Besides Technip Energies, the JV also includes Japan’s JGC and UAE’s NMDC Energy.

Adnoc issued in March this year a limited notice to proceed for early engineering, procurement, and construction activities to the joint venture.

Besides this EPC deal, Adnoc Gas, the gas and LNG unit of Adnoc, also awarded US energy services firm Baker Hughes a contract for the LNG export terminal.

Baker Hughes will provide two electric liquefaction systems (e-LNG) for the Ruwais LNG project.

The LNG project will consist of two 4.8 mtpa trains with a total capacity of 9.6 mtpa, more than doubling Adnoc’s existing UAE LNG production capacity to around 15 mtpa, as the company builds its international LNG portfolio.

Adnoc currently owns a 70 percent stake in Adnoc LNG, that currently produces about 6 mtpa of LNG from its facilities on Das Island.

Last month, Adnoc signed a heads of agreement with Germany’s EnBW to supply the latter with LNG from its LNG terminal in Al Ruwais.

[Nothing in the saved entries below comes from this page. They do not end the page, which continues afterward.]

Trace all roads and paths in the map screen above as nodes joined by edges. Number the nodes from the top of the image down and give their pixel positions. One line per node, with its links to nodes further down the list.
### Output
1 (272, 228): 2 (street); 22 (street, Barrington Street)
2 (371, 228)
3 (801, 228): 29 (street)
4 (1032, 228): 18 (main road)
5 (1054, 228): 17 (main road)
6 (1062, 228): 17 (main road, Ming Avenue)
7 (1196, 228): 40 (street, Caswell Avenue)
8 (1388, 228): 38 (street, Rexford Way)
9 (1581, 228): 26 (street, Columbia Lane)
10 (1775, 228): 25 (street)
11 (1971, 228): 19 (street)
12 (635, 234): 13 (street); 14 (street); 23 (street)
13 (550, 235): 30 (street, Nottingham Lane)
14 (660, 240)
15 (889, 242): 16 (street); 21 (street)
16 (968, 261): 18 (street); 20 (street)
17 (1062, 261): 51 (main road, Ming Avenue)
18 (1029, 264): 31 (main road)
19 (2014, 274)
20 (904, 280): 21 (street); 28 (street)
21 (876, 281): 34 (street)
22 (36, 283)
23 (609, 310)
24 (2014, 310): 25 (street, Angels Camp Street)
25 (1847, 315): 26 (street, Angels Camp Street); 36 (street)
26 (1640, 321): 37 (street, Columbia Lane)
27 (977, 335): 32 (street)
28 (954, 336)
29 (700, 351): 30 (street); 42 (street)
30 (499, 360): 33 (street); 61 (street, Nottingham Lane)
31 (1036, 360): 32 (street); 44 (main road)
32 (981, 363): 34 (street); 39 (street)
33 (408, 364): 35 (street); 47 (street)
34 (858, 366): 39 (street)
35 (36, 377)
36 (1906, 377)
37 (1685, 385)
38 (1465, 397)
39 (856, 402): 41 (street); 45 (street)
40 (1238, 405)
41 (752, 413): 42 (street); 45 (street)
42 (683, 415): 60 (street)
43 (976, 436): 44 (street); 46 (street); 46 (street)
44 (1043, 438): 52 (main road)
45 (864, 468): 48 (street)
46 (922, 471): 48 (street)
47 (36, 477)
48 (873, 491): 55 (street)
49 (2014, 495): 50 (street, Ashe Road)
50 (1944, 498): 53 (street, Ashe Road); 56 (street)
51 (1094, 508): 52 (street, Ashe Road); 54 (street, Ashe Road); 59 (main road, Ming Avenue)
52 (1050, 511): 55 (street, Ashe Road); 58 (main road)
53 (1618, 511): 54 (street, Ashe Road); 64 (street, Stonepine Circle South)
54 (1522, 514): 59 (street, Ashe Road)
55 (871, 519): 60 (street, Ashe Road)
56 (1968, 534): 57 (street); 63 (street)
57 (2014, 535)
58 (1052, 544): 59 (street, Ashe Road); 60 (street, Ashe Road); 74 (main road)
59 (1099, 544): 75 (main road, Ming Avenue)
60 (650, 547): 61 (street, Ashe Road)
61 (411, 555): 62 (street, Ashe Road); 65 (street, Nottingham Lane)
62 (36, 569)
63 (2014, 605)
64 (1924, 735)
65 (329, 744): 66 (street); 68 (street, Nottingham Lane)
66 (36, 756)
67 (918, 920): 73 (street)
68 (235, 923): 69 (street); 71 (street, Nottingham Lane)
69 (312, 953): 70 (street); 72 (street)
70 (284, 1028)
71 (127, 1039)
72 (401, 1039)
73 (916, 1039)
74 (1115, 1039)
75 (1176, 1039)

Under the deal, EnBW will buy 0.6 mtpa of LNG for a period of 15 years.

The deliveries, which will be primarily sourced from the Ruwais LNG plant, are expected to start in 2028, upon commencement of the facility’s commercial operations.

This is the third long-term LNG supply agreement from the Ruwais LNG project, following the 15-year agreement with Germany’s SEFE signed in March this year and the 15-year agreement with China’s ENN Natural Gas signed in December 2023.

The deals with SEFE and ENN are each for 1 mtpa, meaning that Adnoc signed deals for a total of 2.6 mtpa.

Besides expanding its LNG production capacity, Adnoc is also working to boost its international LNG presence.

Adnoc recently agreed to buy Galp’s 10 percent interest in the Area 4 concession of the Rovuma basin in Mozambique, which includes Eni’s Coral South FLNG project.

Prior to that, Adnoc said it will buy an 11.7 percent stake in the first phase of NextDecade’s Rio Grande LNG export terminal in Texas from Global Infrastructure Partners.

Adnoc and NextDecade also entered into a 20-year LNG offtake agreement for the fourth Rio Grande LNG train.

The acquisition marks Adnoc’s first strategic investment in the US.

Adnoc is also expanding its fleet of LNG carriers and it recently selected two South Korean shipbuilders to build six LNG carriers following a tender.

These LNG carriers are expected to serve Adnoc’s second LNG terminal in Al Ruwais.

Adno’s unit Adnoc L&S is already working to renew its fleet of LNG carriers and it has six 175,000-cbm vessels on order at China’s Jiangnan Shipyard worth more than $1.2 billion.

The firm is expected to take delivery of the first vessel in this batch in December this year and the rest of the ships in 2025 and 2026.

Adnoc L&S’s existing fleet of Moss-type, steam turbine LNG carriers serves its terminal on Das Island.